Assignment:
Would you reproduce all of the entries exactly?

Data entries:
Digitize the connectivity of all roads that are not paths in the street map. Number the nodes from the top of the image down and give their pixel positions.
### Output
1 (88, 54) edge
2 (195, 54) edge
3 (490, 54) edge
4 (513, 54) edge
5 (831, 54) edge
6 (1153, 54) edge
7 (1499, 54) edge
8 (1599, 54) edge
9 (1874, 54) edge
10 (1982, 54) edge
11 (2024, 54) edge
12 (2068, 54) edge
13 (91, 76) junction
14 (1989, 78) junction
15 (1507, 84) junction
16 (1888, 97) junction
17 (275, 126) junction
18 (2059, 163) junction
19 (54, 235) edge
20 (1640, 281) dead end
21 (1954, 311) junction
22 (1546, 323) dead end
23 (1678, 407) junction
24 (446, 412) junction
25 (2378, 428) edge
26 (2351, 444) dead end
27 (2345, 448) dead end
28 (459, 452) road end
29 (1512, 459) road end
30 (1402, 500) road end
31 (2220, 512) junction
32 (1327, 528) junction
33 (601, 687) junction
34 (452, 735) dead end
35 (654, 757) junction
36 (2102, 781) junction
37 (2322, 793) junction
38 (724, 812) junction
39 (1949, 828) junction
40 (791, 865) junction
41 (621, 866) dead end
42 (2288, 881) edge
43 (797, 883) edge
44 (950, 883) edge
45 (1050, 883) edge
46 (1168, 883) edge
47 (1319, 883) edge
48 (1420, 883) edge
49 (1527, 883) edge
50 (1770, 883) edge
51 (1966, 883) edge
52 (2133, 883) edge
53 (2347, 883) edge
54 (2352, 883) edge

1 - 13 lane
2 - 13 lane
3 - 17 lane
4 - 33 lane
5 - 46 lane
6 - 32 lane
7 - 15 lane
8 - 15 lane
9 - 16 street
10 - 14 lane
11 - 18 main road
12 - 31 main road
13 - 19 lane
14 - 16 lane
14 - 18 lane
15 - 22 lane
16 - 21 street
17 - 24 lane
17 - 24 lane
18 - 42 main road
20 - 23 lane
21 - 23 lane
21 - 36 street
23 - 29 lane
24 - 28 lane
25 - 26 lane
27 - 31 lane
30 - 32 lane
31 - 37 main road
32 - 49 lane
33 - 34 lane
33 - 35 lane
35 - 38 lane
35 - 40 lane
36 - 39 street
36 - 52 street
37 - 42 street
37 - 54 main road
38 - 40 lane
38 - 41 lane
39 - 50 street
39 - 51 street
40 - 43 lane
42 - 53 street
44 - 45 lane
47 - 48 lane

Output of the exercise:
Digitize the connectivity of all roads that are not paths in the street map. Number the nodes from the top of the image down and give their pixel positions.
### Output
1 (88, 54) edge
2 (195, 54) edge
3 (490, 54) edge
4 (513, 54) edge
5 (831, 54) edge
6 (1153, 54) edge
7 (1499, 54) edge
8 (1599, 54) edge
9 (1874, 54) edge
10 (1982, 54) edge
11 (2024, 54) edge
12 (2068, 54) edge
13 (91, 76) junction
14 (1989, 78) junction
15 (1507, 84) junction
16 (1888, 97) junction
17 (275, 126) junction
18 (2059, 163) junction
19 (54, 235) edge
20 (1640, 281) dead end
21 (1954, 311) junction
22 (1546, 323) dead end
23 (1678, 407) junction
24 (446, 412) junction
25 (2378, 428) edge
26 (2351, 444) dead end
27 (2345, 448) dead end
28 (459, 452) road end
29 (1512, 459) road end
30 (1402, 500) road end
31 (2220, 512) junction
32 (1327, 528) junction
33 (601, 687) junction
34 (452, 735) dead end
35 (654, 757) junction
36 (2102, 781) junction
37 (2322, 793) junction
38 (724, 812) junction
39 (1949, 828) junction
40 (791, 865) junction
41 (621, 866) dead end
42 (2288, 881) edge
43 (797, 883) edge
44 (950, 883) edge
45 (1050, 883) edge
46 (1168, 883) edge
47 (1319, 883) edge
48 (1420, 883) edge
49 (1527, 883) edge
50 (1770, 883) edge
51 (1966, 883) edge
52 (2133, 883) edge
53 (2347, 883) edge
54 (2352, 883) edge

1 - 13 lane
2 - 13 lane
3 - 17 lane
4 - 33 lane
5 - 46 lane
6 - 32 lane
7 - 15 lane
8 - 15 lane
9 - 16 street
10 - 14 lane
11 - 18 main road
12 - 31 main road
13 - 19 lane
14 - 16 lane
14 - 18 lane
15 - 22 lane
16 - 21 street
17 - 24 lane
17 - 24 lane
18 - 42 main road
20 - 23 lane
21 - 23 lane
21 - 36 street
23 - 29 lane
24 - 28 lane
25 - 26 lane
27 - 31 lane
30 - 32 lane
31 - 37 main road
32 - 49 lane
33 - 34 lane
33 - 35 lane
35 - 38 lane
35 - 40 lane
36 - 39 street
36 - 52 street
37 - 42 street
37 - 54 main road
38 - 40 lane
38 - 41 lane
39 - 50 street
39 - 51 street
40 - 43 lane
42 - 53 street
44 - 45 lane
47 - 48 lane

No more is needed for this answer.